Maybe he didn’t want to rub it in, but Georgia Ports Authority Executive Director Curtis Foltz didn’t point the finger at West Coast ports when describing the factors that led to a record March for the Port of Savannah’s container terminal.
In his view, it wasn’t attributable only to the nine-month labor dispute that caused backlogs forcing shippers to find alternate routes for their cargo. It was a confluence of factors, including the challenge ports in Virginia and New York had in handling that displaced demand, combined with the recovery of the U.S. economy in general and the growth of manufacturing activity in the Southeast in particular.
And while a 28 percent year-on-year increase to 333,058 containers in a single month by no means constitutes a new normal, Mr. Foltz believes it could indicate a “market shift” toward the East Coast and the Savannah port, which demonstrated that it can handle even record traffic without any disruptions in service.
“We have been serving a lot of new customers because of several of the anomalies in the U.S. market disturbing supply chains this year,” he told Global Atlanta. “Those customers, we think, are extremely pleased with the service they have received and we think those customers will stay with us.”
A better indication of the port’s long-term upward trend, he said, is to look at the 15.3 percent year-on-year growth the port has seen over the first nine months of the current fiscal year. So far, the Garden City terminal has handled 2.66 million twenty-foot equivalent units, or TEUs.
“And that’s on top of a record year last year,” Mr. Foltz said.
Exports — particularly containerized commodities like chicken from North Georgia and paper and kaolin clay from the central and southern parts of the state — play a key role in the Savannah port’s popularity. Shippers appreciate the ability to pick up new cargo as they offload, since “they don’t get paid when the move air back and forth,” Mr. Foltz said.
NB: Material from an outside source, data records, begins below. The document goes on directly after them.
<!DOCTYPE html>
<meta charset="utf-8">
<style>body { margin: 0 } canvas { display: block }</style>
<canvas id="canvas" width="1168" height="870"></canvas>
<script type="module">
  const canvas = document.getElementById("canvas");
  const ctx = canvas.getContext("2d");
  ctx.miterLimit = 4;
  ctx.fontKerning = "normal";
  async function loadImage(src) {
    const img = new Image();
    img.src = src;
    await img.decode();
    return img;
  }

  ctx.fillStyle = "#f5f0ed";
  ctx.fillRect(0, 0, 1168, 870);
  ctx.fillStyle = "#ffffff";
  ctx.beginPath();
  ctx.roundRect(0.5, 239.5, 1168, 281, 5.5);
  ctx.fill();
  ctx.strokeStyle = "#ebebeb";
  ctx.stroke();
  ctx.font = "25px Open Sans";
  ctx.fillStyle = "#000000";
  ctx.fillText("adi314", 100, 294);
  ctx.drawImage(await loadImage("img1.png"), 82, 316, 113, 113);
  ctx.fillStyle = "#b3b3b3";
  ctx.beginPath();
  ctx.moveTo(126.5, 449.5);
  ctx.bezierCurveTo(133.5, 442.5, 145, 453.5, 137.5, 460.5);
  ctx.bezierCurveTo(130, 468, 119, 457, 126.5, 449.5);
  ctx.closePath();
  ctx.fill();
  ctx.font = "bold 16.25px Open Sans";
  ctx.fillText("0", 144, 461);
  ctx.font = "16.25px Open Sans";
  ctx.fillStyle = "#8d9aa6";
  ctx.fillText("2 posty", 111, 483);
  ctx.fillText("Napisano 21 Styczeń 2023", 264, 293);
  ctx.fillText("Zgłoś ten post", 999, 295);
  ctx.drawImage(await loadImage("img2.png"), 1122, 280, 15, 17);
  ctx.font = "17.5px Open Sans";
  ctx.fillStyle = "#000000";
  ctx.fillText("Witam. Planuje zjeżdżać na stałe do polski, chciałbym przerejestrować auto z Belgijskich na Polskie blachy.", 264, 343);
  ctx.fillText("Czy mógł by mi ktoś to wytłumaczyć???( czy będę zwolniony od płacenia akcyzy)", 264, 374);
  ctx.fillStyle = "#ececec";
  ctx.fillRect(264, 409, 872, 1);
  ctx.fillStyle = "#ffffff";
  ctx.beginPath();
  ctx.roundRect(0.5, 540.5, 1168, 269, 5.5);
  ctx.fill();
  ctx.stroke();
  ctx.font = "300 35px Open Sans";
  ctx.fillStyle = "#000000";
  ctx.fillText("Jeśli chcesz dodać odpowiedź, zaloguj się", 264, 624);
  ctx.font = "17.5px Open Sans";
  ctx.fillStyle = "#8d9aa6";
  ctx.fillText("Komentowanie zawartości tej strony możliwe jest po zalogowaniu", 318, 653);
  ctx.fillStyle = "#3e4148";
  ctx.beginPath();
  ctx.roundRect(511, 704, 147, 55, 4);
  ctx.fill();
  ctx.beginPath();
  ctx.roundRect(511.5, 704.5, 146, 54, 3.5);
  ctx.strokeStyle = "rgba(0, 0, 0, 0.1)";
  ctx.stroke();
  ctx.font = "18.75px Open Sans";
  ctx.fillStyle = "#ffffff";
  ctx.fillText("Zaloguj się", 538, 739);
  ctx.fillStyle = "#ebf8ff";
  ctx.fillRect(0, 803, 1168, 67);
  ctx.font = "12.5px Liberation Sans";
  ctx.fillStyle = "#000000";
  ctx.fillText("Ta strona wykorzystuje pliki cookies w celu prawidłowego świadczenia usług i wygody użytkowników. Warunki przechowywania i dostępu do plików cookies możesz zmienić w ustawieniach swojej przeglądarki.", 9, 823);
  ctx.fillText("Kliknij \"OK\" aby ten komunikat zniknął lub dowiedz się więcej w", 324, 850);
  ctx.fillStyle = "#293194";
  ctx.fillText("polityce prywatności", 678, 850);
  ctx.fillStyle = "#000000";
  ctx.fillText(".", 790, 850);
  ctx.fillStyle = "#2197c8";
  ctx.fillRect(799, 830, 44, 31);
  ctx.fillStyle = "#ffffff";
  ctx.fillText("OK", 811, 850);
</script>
The port’s ratio of imports to exports currently stands at about 52 to 48 percent, an anomaly at a large port in the U.S., which operates at a substantial trade deficit with the world. (The ratio for March was 58 to 42 percent in favor of imports.)
So far, Savannah has not seen adverse effects from the stronger U.S. dollar, which makes U.S. exports of price-sensitive commodities less competitive on global markets, but it’s something the ports authority is “watching very closely,” Mr. Foltz said.
The executive director was particularly enthused about the long-term potential for growth created by infrastructure projects. The port recently got the go-ahead from the federal government for the $662 million deepening of the Savannah river, which will prepare the container terminal to receive larger ships as they come fully loaded through the Panama Canal after its expansion. Now with state and federal money included, about $300 million has been committed to the deepening project. A $134 million contract for the dredging about 18 outer miles of the channel has already been awarded.
The idea is that the project will lower costs for shippers calling on Savannah through Panama, making the whole supply chain more competitive in the U.S.
“If we as a nation cannot provide those economies of scale but all of those other major economies around the world can, and we’re competing against those other international markets, we lose,” Mr. Foltz said.
Some shipping routes constrained by the Panama Canal’s current size have moved to the Suez Canal. Mr. Foltz conceded it’s a “debated and emotional topic” in the shipping world as to whether those routes will return to Panama if the expansion is completed in 2016 as expected.
He isn’t sure how it will all shake out, but a few factors look good for Georgia: the cost of shipping from Asia through the canal to the East Coast will be reduced, while the cost of shipping to the West Coast and transporting cargo across the U.S. by rail will remain unmoved, Mr. Foltz said.
“I think with an expanded Panama Canal you have those two dynamics that aren’t debatable.”